I could couch the tale in an August story of 45 but that would require more time than I have at this particular moment so we’ll save it for those who need to know and keep it from those who do not.
Had a conversation about adversity and how people handle it and said I have learned to do more than dance in the fire…I can hold still and walk.
Was asked if I could elaborate and said I can be unconventional and am willing to push the needle to make things happen.
“If you stand in my way I may not see you as anything more than an obstacle to be moved, knocked down or run through. Sometimes I will act and ask for forgiveness afterwards.
It is usually not reckless, thought has been given and if possible things have been measured twice so they may be cut once.”

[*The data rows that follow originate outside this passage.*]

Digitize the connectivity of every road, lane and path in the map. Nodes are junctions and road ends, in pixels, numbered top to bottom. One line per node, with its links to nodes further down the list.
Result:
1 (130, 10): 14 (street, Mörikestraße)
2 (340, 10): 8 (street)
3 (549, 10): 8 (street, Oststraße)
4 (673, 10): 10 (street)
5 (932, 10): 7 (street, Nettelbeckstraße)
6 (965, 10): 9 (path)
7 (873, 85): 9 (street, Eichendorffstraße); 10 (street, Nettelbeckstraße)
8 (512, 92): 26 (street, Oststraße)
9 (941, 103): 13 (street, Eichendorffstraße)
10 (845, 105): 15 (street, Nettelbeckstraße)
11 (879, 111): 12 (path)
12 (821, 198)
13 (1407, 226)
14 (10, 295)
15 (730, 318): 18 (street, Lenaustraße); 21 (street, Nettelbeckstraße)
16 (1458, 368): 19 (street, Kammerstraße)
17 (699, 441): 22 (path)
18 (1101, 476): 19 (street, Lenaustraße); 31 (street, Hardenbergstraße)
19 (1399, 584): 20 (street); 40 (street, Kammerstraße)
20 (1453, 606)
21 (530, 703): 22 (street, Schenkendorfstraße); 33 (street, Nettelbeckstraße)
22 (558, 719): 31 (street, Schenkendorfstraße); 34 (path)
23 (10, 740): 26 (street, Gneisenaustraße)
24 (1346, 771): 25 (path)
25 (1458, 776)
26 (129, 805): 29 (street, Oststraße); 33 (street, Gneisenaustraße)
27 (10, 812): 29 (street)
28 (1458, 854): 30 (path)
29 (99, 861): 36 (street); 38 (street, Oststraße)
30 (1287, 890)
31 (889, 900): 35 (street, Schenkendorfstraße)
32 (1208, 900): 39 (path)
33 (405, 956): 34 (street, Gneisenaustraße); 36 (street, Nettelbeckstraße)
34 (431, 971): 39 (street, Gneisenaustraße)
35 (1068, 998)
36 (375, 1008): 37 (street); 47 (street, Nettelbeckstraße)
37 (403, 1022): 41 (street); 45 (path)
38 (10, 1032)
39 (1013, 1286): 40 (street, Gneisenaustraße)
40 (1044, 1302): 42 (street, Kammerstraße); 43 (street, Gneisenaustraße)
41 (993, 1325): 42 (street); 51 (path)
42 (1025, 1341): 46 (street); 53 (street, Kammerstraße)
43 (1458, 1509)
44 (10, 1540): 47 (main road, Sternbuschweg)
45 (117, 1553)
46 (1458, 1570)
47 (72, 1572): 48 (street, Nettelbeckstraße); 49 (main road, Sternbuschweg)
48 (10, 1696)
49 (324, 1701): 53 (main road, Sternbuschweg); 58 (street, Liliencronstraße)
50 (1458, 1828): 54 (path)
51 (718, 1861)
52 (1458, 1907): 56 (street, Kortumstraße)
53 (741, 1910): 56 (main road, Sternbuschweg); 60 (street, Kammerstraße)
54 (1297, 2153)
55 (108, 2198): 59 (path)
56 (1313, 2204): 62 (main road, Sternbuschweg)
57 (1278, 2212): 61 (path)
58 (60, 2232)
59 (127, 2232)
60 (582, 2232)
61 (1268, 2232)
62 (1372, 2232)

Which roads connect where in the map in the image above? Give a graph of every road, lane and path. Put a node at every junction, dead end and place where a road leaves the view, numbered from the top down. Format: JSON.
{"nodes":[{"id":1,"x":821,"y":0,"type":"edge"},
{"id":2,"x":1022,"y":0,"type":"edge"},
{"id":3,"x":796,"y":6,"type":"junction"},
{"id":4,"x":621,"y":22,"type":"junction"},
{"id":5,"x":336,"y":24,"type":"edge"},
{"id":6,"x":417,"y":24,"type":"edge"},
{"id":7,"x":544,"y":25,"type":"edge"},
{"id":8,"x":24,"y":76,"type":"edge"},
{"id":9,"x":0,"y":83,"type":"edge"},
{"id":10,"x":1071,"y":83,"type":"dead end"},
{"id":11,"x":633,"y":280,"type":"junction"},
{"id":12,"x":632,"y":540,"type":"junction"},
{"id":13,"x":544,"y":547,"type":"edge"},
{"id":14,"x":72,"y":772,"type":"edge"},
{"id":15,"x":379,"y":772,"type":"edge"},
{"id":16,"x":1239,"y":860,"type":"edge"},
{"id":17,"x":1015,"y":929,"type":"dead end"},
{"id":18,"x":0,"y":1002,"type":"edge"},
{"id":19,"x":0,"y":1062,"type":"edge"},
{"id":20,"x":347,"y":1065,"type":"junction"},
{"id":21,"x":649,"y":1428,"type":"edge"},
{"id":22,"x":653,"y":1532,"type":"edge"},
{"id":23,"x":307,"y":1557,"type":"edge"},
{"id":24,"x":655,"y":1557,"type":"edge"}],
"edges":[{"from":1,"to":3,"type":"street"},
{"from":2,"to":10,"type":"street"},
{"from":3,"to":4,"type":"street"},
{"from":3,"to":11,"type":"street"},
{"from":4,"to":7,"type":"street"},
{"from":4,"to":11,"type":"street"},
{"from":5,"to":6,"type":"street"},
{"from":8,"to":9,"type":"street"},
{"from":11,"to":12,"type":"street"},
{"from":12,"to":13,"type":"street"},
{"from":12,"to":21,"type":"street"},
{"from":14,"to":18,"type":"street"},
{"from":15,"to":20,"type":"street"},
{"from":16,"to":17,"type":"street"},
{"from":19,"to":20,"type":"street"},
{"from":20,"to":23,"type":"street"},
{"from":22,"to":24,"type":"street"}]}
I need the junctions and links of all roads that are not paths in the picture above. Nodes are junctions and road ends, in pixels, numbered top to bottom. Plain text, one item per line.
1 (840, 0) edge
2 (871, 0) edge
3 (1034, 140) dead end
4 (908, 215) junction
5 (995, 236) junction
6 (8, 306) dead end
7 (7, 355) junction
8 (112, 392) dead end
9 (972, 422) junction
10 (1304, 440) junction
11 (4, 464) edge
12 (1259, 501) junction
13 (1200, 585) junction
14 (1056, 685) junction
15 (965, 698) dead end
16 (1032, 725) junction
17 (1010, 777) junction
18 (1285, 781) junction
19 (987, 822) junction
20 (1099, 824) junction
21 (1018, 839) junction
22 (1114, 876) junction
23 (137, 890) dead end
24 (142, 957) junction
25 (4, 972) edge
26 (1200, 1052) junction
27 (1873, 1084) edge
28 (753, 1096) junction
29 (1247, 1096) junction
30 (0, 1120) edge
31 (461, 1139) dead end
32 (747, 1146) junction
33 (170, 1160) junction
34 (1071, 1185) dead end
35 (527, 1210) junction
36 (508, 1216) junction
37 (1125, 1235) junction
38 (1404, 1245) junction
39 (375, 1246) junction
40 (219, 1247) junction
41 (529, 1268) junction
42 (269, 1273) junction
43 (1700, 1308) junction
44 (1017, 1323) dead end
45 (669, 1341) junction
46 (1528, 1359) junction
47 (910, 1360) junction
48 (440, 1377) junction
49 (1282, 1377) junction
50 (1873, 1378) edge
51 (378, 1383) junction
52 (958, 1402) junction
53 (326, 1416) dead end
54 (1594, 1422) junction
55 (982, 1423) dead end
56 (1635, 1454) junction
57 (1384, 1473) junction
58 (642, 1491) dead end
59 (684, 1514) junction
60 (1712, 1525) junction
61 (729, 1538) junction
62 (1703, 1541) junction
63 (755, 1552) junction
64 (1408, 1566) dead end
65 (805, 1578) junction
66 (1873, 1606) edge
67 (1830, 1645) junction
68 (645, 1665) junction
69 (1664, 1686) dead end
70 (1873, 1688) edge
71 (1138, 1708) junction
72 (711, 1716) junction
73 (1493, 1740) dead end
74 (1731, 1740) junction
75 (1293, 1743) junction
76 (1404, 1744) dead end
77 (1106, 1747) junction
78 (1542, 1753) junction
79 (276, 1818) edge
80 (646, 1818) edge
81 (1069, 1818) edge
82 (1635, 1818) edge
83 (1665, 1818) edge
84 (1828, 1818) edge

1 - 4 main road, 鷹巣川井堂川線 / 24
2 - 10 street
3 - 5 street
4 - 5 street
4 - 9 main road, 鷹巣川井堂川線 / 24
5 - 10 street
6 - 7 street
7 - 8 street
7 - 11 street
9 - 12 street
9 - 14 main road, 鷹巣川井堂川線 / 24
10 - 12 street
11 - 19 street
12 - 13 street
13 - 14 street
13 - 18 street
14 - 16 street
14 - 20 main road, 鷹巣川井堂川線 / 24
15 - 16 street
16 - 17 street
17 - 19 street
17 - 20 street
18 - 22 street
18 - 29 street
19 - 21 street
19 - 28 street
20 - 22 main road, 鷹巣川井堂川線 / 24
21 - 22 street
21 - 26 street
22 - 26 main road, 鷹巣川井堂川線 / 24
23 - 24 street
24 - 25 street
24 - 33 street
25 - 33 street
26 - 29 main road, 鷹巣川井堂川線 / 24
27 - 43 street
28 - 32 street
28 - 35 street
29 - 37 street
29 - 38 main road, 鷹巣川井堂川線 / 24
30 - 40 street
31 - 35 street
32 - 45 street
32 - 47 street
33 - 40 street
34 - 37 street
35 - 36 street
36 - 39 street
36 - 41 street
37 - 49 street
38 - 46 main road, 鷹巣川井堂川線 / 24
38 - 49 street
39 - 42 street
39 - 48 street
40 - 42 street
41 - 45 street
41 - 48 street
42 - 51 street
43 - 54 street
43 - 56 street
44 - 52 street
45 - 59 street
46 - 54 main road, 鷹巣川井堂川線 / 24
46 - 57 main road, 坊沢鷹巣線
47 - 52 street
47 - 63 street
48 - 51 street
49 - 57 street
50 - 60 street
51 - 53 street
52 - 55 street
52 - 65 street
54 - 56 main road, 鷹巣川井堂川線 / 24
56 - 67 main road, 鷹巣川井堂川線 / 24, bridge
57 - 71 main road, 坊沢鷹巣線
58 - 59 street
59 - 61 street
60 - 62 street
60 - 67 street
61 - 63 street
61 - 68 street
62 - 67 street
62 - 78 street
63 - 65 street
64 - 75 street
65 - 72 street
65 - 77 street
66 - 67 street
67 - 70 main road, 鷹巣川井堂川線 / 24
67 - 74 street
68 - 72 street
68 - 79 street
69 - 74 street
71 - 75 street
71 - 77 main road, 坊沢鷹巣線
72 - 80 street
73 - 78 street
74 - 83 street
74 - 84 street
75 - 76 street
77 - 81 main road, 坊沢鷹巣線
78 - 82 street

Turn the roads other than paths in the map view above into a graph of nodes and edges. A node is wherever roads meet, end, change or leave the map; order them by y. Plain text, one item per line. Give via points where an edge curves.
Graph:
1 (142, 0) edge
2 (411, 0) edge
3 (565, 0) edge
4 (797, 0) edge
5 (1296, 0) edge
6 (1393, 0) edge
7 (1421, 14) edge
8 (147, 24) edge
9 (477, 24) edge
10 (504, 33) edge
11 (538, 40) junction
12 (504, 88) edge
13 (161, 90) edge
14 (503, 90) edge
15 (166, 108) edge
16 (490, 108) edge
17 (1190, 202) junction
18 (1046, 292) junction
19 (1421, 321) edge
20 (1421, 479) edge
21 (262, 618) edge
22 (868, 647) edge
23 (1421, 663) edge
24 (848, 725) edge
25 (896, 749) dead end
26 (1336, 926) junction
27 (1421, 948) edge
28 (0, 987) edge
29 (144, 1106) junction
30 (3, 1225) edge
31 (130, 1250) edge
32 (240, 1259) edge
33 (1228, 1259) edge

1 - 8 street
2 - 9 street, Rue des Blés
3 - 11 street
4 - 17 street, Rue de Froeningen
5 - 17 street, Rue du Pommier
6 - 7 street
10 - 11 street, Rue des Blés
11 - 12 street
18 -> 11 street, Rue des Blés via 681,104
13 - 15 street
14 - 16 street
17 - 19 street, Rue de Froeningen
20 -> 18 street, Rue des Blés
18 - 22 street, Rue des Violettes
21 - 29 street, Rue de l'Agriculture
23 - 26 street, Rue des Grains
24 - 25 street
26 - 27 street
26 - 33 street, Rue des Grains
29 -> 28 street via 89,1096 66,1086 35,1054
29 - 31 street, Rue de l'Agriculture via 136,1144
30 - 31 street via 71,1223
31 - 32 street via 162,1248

Don’t know if this was understood as bravado or taken at face value but hope for the latter.
It wasn’t intended to be seen as anything other than a transparent explanation for who I am and what you get with me.
I prefer to be very obvious about who and what I am, got no time for games.
Got word that one of my oldest friends will be here for work in a few weeks and am looking forward to seeing him.
It was hard seeing people in LA and that has been magnified by being 1,500 miles away. Got to make time for the people who knew you when and have stuck around to know you now.
One of the dreams from last night has stayed with me all damn day long.
Mom and I are somewhere at some kind of function and I am telling her about some of the recent events when I feel eyes upon me.
Dad is to my right, except he looks like he did in his twenties except I know that he is some sort of spirit.
I don’t say anything to mom because I don’t want to upset her so I stare at him and he looks at me. I can feel us exchange information and I think about how this answers a question.
I have always wondered if he came to visit what he would look like, if he would pick what he looked like in the last 10 or 15 years or something else.
Some hours later I’ll stand in a room with his Wilner grandchildren and my own son and I will exchange a look and start laughing because we shared a moment.
Others will wonder why we are laughing but I won’t explain because there are no words.
In that moment I’ll think about dad and remember the dream and wonder if I tried to go sleep right then if he would show up again.
But I don’t figuring if he wants to visit he’ll find time– I am not chasing people, spirit or otherwise. Those who want to spend time will and those who don’t will miss out.
Something about the moment reminds me of a conversation I must have had about 30 years ago with Uncle Mark.
Can’t quite pull the fragment out so I move to music again to see if that thread provides clarity.
I can see us walking through San Francisco, hear his voice and see some of these moments from a perspective I couldn’t have had back then.
Reminds me again to be grateful for the time we had but sorry we didn’t get some when my life experience had caught up a bit with his.
Got such a big week coming up, lots of possibilities and opportunities that may impact everything and yet may not do much of anything.
Told someone to remember that if threads get cut it wasn’t because I walk around holding scissors. It was because they were given to me.
Maybe that notebook will have this song and a story behind it or maybe not.
You never know what can happen or whether the words that thread the needle will be part of a multilayered tapestry that one has to look at multiple times to understand and appreciated.
Notebooks are funny that way, sometimes they are filled with 10,000 letters and sometimes nothing more than 10 words.